My most recent observation of this was, of course, @Anonymous 12:57PM's connection of Hurricane Sandy to global warming. I couldn't resist challenging @Anonymous 12:57PM to “prove” cause and effect, and I perhaps didn't choose my words as well as I could have by demanding a detailed model.

But a few threads ago @Michael Fish and @Valerie also linked the current drought in Texas to global warming because said “extreme” drought was outside the experience of people who had been ranching there for 80 years or so.

Well, it was only about 76 years ago that the U.S. experienced what was—previous to 2012—its hottest year ever, 1936. An estimated 5,000 people died that year, and economic losses owing to the accompanying drought were enormous:

Were people forced to kill their “seed cattle” during that drought? I don't know, but the 1936 heat wave and drought sounds about as devastating as today's drought in Texas and, indeed, the nation.

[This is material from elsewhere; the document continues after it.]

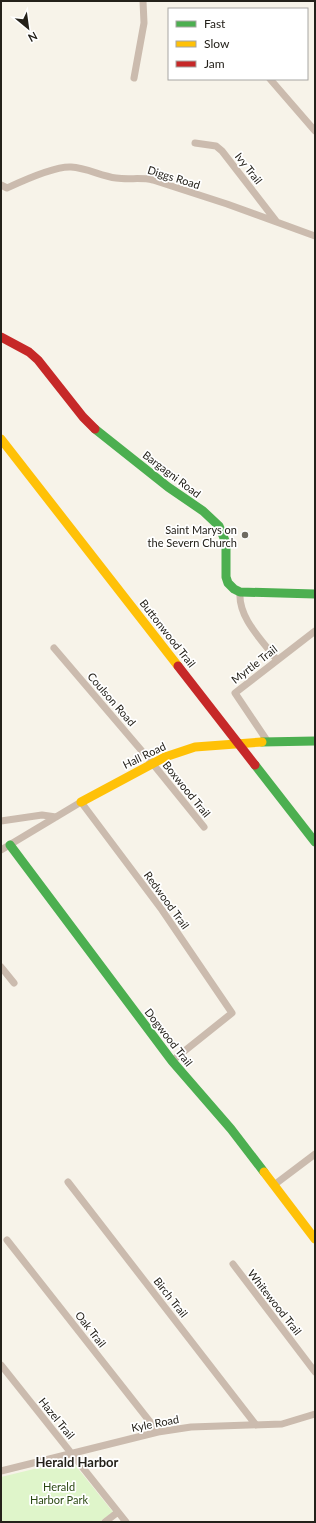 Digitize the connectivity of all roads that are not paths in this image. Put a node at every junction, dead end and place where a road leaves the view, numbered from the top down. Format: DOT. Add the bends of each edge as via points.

There is, indeed, precedent for what's going on in Texas, today, but how fleeting are peoples' memories, and how poor their knowledge of history.

Oh, and the 1936 heat wave was preceded by one of the coldest winters on record.

And yes, Hurricane Sandy has been devastating. But it is hardly without precedent in the New England area:

The Great New England Hurricane of 1938 killed between 682 and 800 people, destroyed 57,000 homes, and caused $4.7B in damages in today's dollars. (Another estimate in the same article puts damage at about $6B in 2004 dollars.) That's about ten times the estimated loss of life compared with Sandy, though far less than the cost of damage caused by Sandy. Perhaps there was less infrastructure to be destroyed in that area in 1938?

Again, how fleeting are peoples' memories.

I am not an Anthropogenically-caused Global Warming (AGW) “denier” or “hoaxer.” But as I have said before, I am a global-warming “lukewarmist” insofar as (1) attempting to link short-term weather phenomena to long-term projections of global warming just because I haven't seen such weather before in my lifetime, and (2) acting hastily and without deliberate thought based on predictions that might come true in 50-100 years, or might not.

The dire predictions that many AGW “true believers” make seem to be intended to stampede the public in a particular direction for a particular sociopolitical reason.

This conservative scientist—and that's NOT an oxymoron, @spreadoption—does not like to be stampeded.

More later, perhaps, on long-term considerations.